▶ [Exercise brief]
Copy out each line of the data that includes the string "Hill".

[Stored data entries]
:::
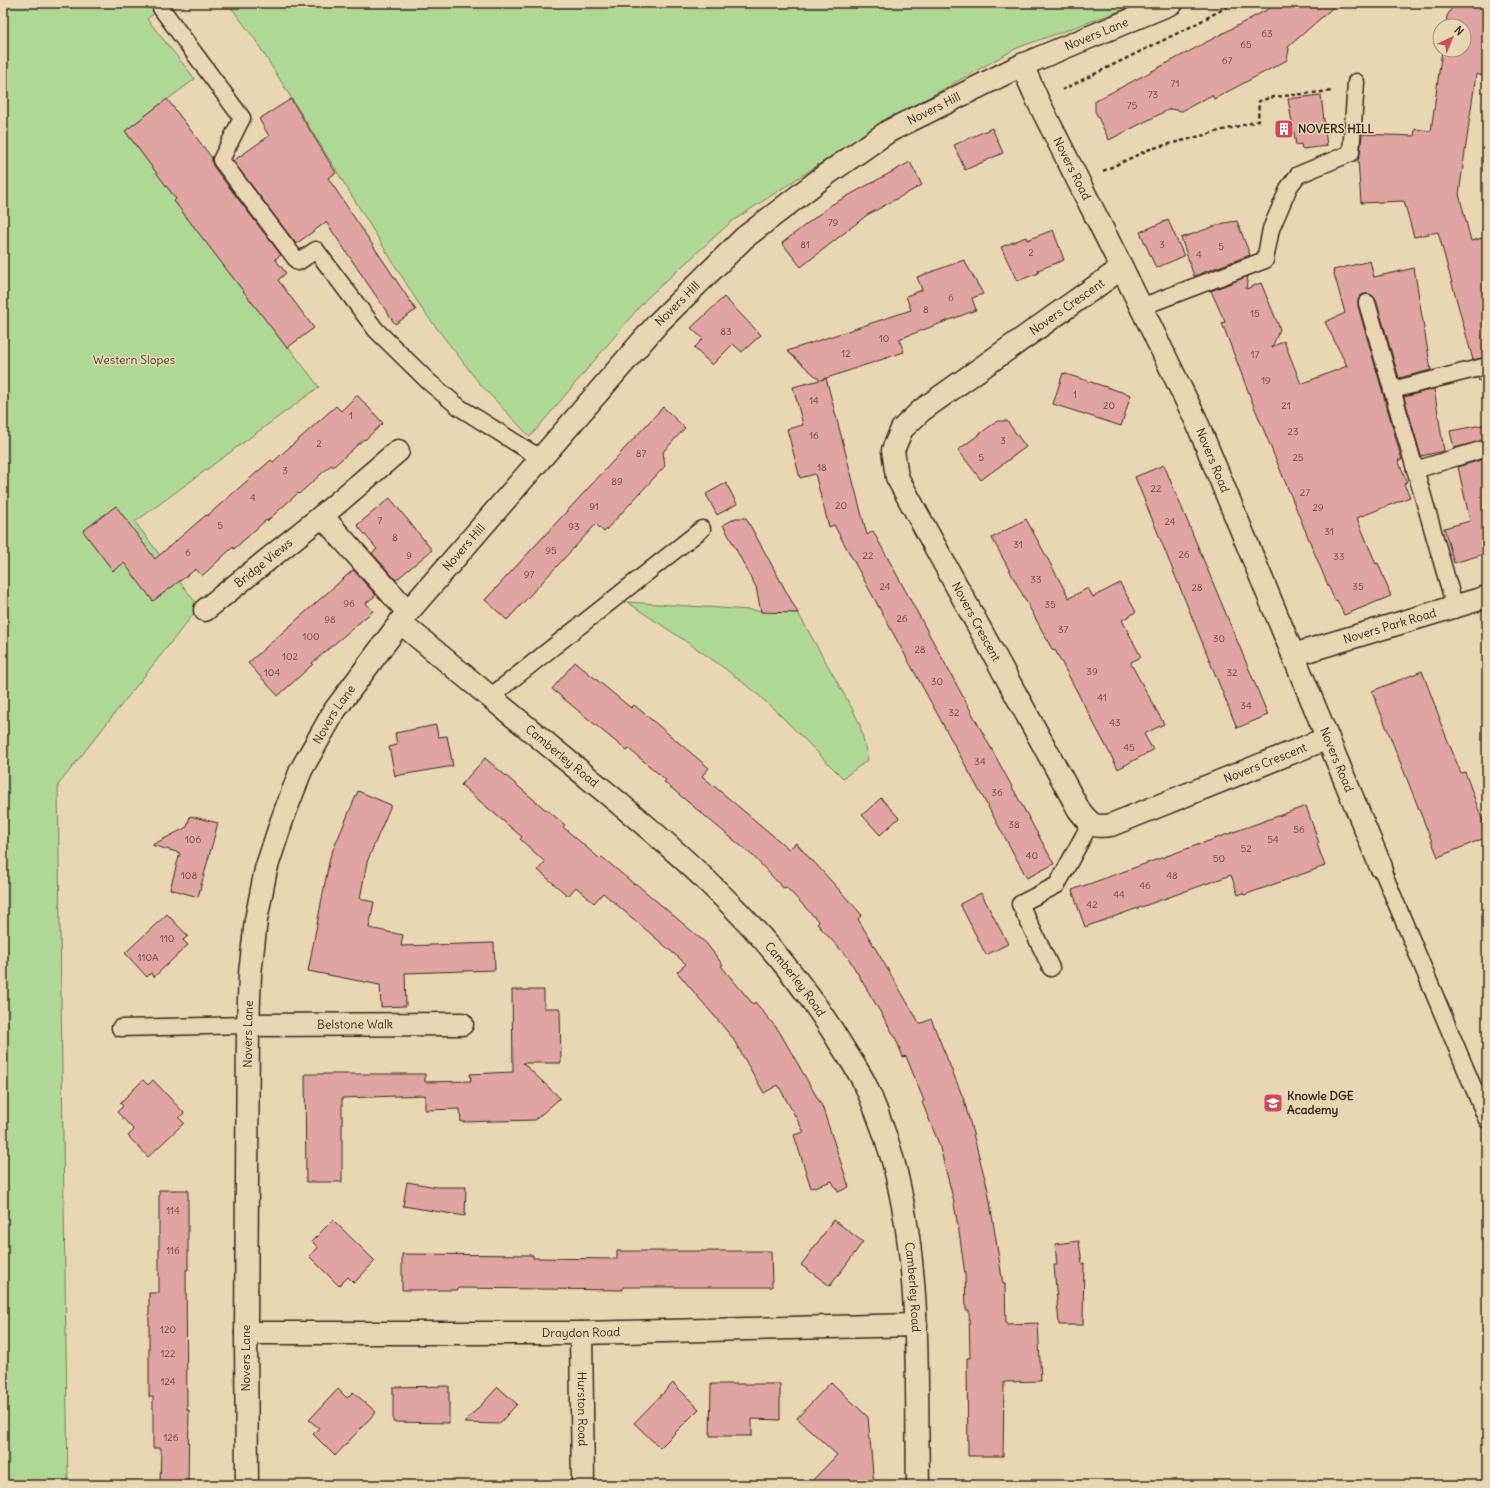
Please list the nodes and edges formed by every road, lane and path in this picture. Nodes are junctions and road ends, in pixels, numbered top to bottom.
1 (11, 3) edge
2 (1172, 3) edge
3 (1234, 3) edge
4 (161, 8) dead end
5 (3, 9) edge
6 (1022, 65) junction
7 (1356, 85) joint
8 (1038, 101) junction
9 (1079, 182) junction
10 (1122, 268) junction
11 (1367, 303) dead end
12 (1141, 307) junction
13 (1487, 366) edge
14 (1392, 390) junction
15 (1487, 448) edge
16 (398, 451) dead end
17 (540, 458) junction
18 (1415, 470) junction
19 (322, 516) junction
20 (702, 530) dead end
21 (1487, 597) edge
22 (1455, 607) junction
23 (205, 610) dead end
24 (404, 617) junction
25 (1293, 655) junction
26 (490, 697) junction
27 (1328, 738) junction
28 (1090, 824) junction
29 (1381, 867) joint
30 (1051, 968) dead end
31 (462, 1024) dead end
32 (248, 1025) junction
33 (120, 1028) dead end
34 (1487, 1120) edge
35 (916, 1325) junction
36 (246, 1333) junction
37 (581, 1333) junction
38 (247, 1485) edge
39 (583, 1485) edge
40 (918, 1485) edge

1 - 5 path
2 - 6 street, Novers Lane
3 - 8 path
4 - 17 lane
6 - 8 street, Novers Road
6 - 17 street, Novers Hill
7 - 9 path
7 - 12 lane
8 - 9 street, Novers Road
9 - 10 street, Novers Road
10 - 12 street, Novers Road
10 - 28 street, Novers Crescent
11 - 14 lane
12 - 25 street, Novers Road
13 - 14 lane
14 - 18 lane
15 - 18 lane
16 - 19 street, Bridge Views
17 - 24 street, Novers Hill
18 - 22 lane
19 - 23 street, Bridge Views
19 - 24 street
20 - 26 lane
21 - 22 street, Novers Park Road
22 - 25 street, Novers Park Road
24 - 26 street, Camberley Road
24 - 32 street, Novers Lane
25 - 27 street, Novers Road
26 - 35 street, Camberley Road
27 - 28 street, Novers Crescent
27 - 29 street, Novers Road
28 - 30 lane
29 - 34 lane
31 - 32 street, Belstone Walk
32 - 33 lane
32 - 36 street, Novers Lane
35 - 37 street, Draydon Road
35 - 40 street, Camberley Road
36 - 37 street, Draydon Road
36 - 38 street, Novers Lane
37 - 39 street, Hurston Road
:::
▶ [Solution]
6 - 17 street, Novers Hill
17 - 24 street, Novers Hill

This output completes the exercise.